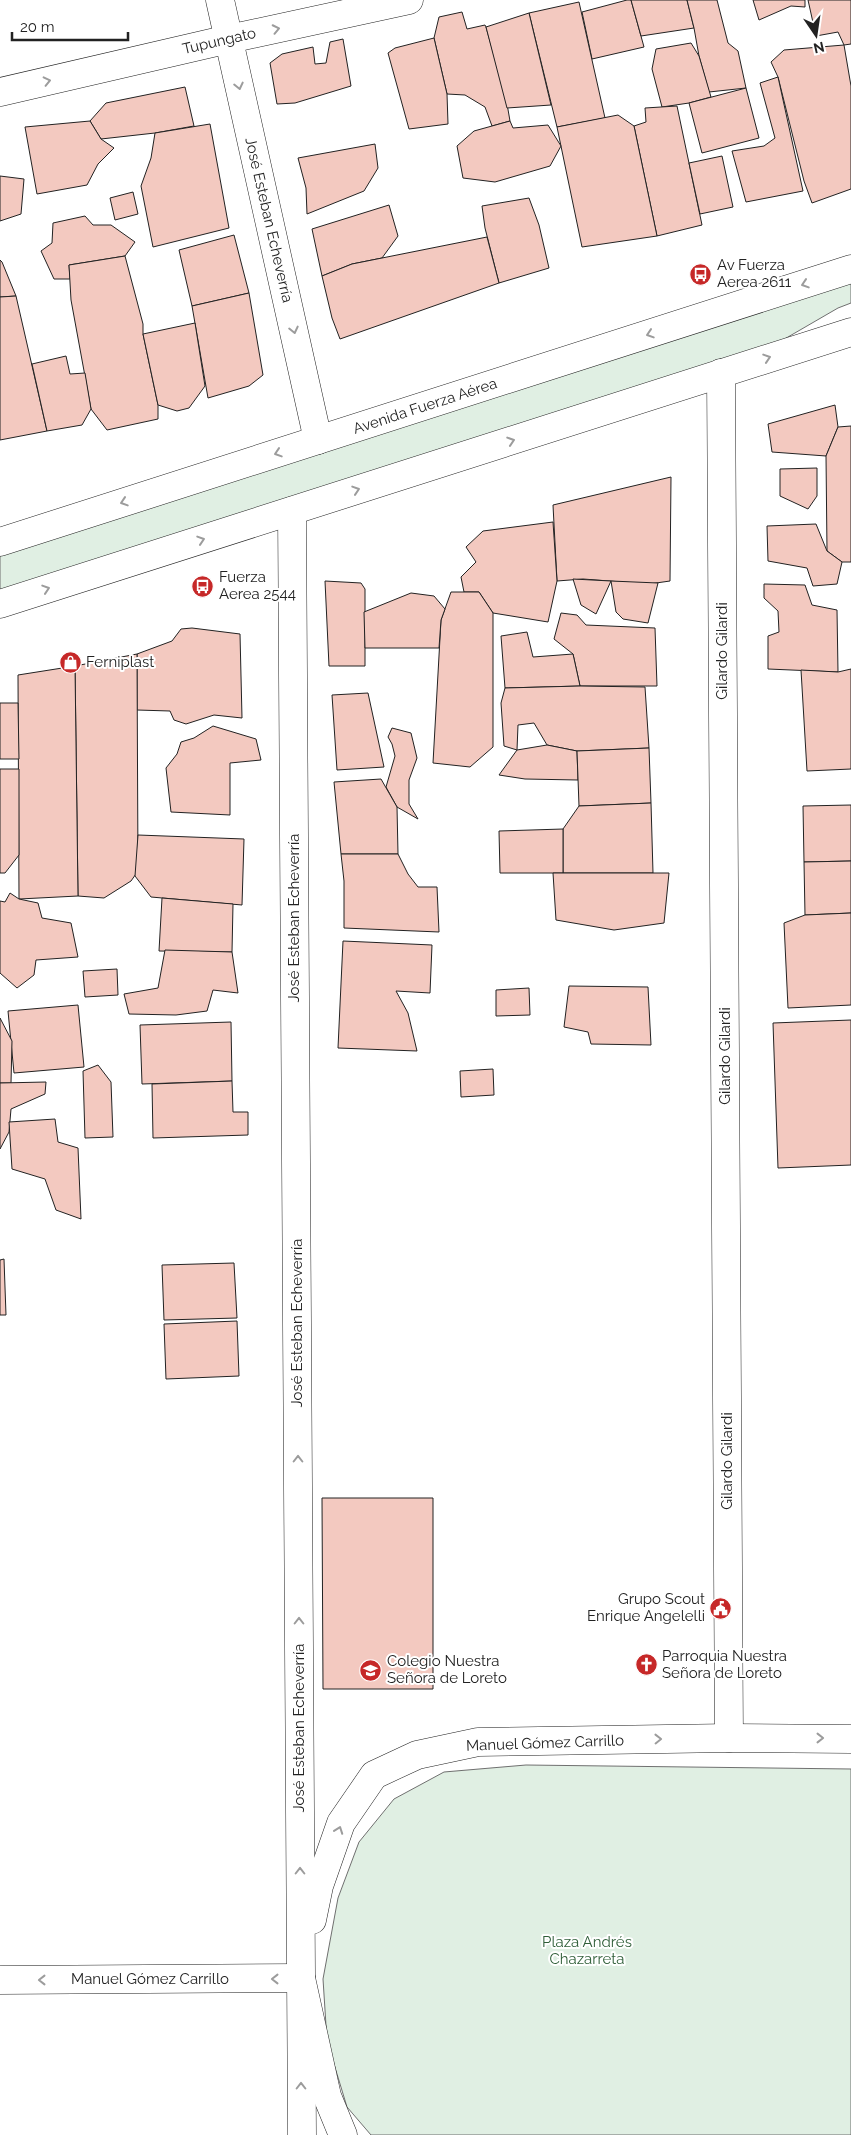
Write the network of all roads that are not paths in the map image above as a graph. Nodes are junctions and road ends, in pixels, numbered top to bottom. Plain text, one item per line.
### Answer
1 (220, 0) edge
2 (409, 0) edge
3 (229, 39) junction
4 (0, 92) edge
5 (851, 269) edge
6 (851, 332) edge
7 (721, 373) junction
8 (318, 440) junction
9 (292, 511) junction
10 (0, 542) edge
11 (0, 604) edge
12 (729, 1738) junction
13 (851, 1738) edge
14 (301, 1978) junction
15 (0, 1980) edge
16 (302, 2135) edge
17 (343, 2135) edge

1 - 3 street, José Esteban Echeverría
3 -> 2 street, Tupungato
4 -> 3 street, Tupungato
3 -> 8 street, José Esteban Echeverría
5 -> 8 street, Avenida Fuerza Aérea
7 -> 6 street
9 -> 7 street
7 - 12 street, Gilardo Gilardi
8 -> 10 street, Avenida Fuerza Aérea
11 -> 9 street
14 -> 9 street, José Esteban Echeverría
12 -> 13 street, Manuel Gómez Carrillo
14 -> 12 street, Manuel Gómez Carrillo
14 -> 15 street, Manuel Gómez Carrillo
16 -> 14 street, José Esteban Echeverría
14 - 17 street, Manuel Gómez Carrillo

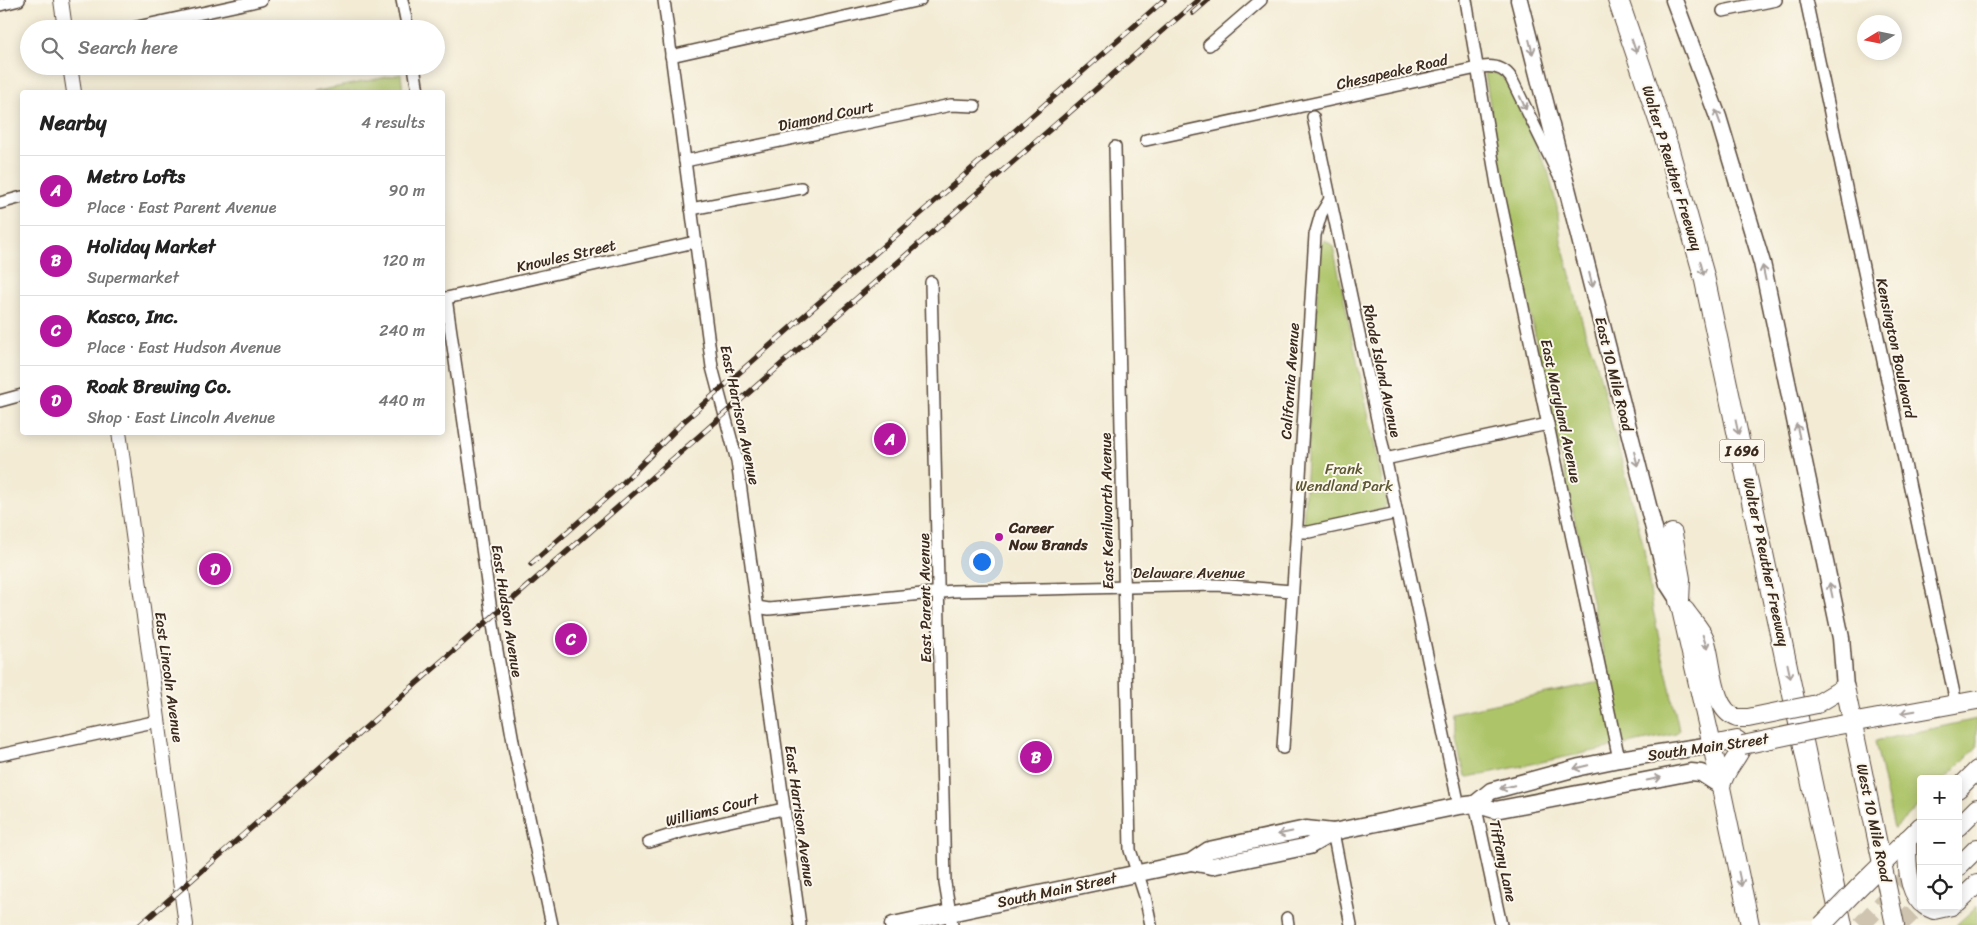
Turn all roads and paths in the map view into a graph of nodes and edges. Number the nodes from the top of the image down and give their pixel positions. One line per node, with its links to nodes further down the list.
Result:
1 (19, 0): 14 (street)
2 (61, 0): 16 (street)
3 (261, 0): 17 (street)
4 (402, 0): 18 (street)
5 (664, 0): 20 (street, East Harrison Avenue)
6 (920, 0): 20 (street)
7 (1261, 0): 19 (street)
8 (1466, 0): 21 (street, East Maryland Avenue)
9 (1519, 0): 32 (main road, East 10 Mile Road, one-way to 32)
10 (1618, 0): 94 (highway, Walter P Reuther Freeway / I 696, one-way to 94)
11 (1674, 0): 54 (main road, one-way to 11)
12 (1776, 0): 15 (street)
13 (1806, 0): 56 (street, Kensington Boulevard)
14 (0, 5)
15 (1723, 11)
16 (64, 20)
17 (169, 20)
18 (406, 20)
19 (1209, 45)
20 (671, 56): 30 (street, East Harrison Avenue)
21 (1477, 68): 28 (street, Chesapeake Road); 32 (street, Chesapeake Road, one-way to 32); 43 (street, East Maryland Avenue)
22 (71, 75): 24 (street)
23 (415, 75): 25 (street)
24 (74, 90)
25 (418, 90)
26 (975, 106): 30 (street, Diamond Court)
27 (1313, 117): 34 (street, Rhode Island Avenue)
28 (1146, 140)
29 (1115, 147): 49 (street, East Kenilworth Avenue)
30 (685, 161): 36 (street, East Harrison Avenue)
31 (801, 188): 36 (street)
32 (1569, 196): 52 (main road, East 10 Mile Road, one-way to 52)
33 (20, 197): 35 (street)
34 (1330, 199): 45 (street, Rhode Island Avenue); 47 (street, California Avenue)
35 (0, 202)
36 (691, 209): 37 (street, East Harrison Avenue)
37 (696, 242): 39 (street, Knowles Street); 53 (street, East Harrison Avenue)
38 (931, 282): 51 (street, East Parent Avenue)
39 (445, 298)
40 (445, 305): 86 (street, East Hudson Avenue)
41 (20, 396): 42 (street)
42 (0, 401)
43 (1548, 424): 45 (street); 63 (street, East Maryland Avenue)
44 (119, 435): 57 (street, East Lincoln Avenue)
45 (1385, 459): 46 (street, Rhode Island Avenue)
46 (1397, 513): 47 (street); 68 (street, Rhode Island Avenue)
47 (1296, 532): 50 (street, California Avenue)
48 (1672, 534): 52 (highway)
49 (1124, 588): 50 (street, Delaware Avenue); 51 (street, Delaware Avenue); 79 (street, East Kenilworth Avenue)
50 (1292, 590): 61 (street, California Avenue)
51 (939, 591): 53 (street, Delaware Avenue); 84 (street, East Parent Avenue)
52 (1679, 601): 54 (main road, one-way to 54, bridge); 59 (main road, East 10 Mile Road)
53 (757, 608): 70 (street, East Harrison Avenue)
54 (1845, 687): 58 (main road)
55 (1977, 700): 56 (main road, South Main Street)
56 (1956, 703): 58 (main road, South Main Street, one-way to 58)
57 (158, 721): 62 (street); 85 (street, East Lincoln Avenue)
58 (1853, 722): 60 (main road, South Main Street, bridge); 77 (main road, West 10 Mile Road)
59 (1712, 745): 60 (main road, South Main Street); 63 (main road, South Main Street); 66 (main road)
60 (1743, 745): 66 (main road)
61 (1283, 748)
62 (0, 755)
63 (1619, 759): 67 (main road); 68 (main road, South Main Street, one-way to 68)
64 (1977, 770): 65 (main road)
65 (1962, 785)
66 (1721, 786): 67 (main road, South Main Street, one-way to 66); 92 (main road, one-way to 92)
67 (1540, 802): 68 (main road, South Main Street)
68 (1467, 805): 73 (main road, South Main Street); 91 (street, Tiffany Lane)
69 (1977, 808): 71 (main road)
70 (783, 809): 75 (street, Williams Court); 87 (street, East Harrison Avenue)
71 (1962, 823)
72 (1917, 830): 74 (main road)
73 (1333, 832): 79 (main road, South Main Street); 90 (street)
74 (1907, 839): 77 (main road); 81 (main road)
75 (649, 842)
76 (1977, 848): 78 (main road)
77 (1882, 864): 93 (main road, bridge); 95 (main road, West 10 Mile Road)
78 (1959, 865)
79 (1137, 873): 84 (main road, South Main Street); 89 (street, East Kenilworth Avenue)
80 (1977, 884): 82 (main road)
81 (1917, 898)
82 (1962, 898)
83 (1949, 910): 96 (main road)
84 (951, 919): 88 (main road, South Main Street)
85 (186, 925)
86 (552, 925)
87 (800, 925)
88 (893, 925)
89 (1151, 925)
90 (1351, 925)
91 (1500, 925)
92 (1750, 925)
93 (1822, 925)
94 (1842, 925)
95 (1895, 925)
96 (1935, 925)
..............................
**YOUR TASK**
Note which lines carry the word "Lincoln" in the material, then copy each of them.

**YOUR SOLUTION**
44 (119, 435): 57 (street, East Lincoln Avenue)
57 (158, 721): 62 (street); 85 (street, East Lincoln Avenue)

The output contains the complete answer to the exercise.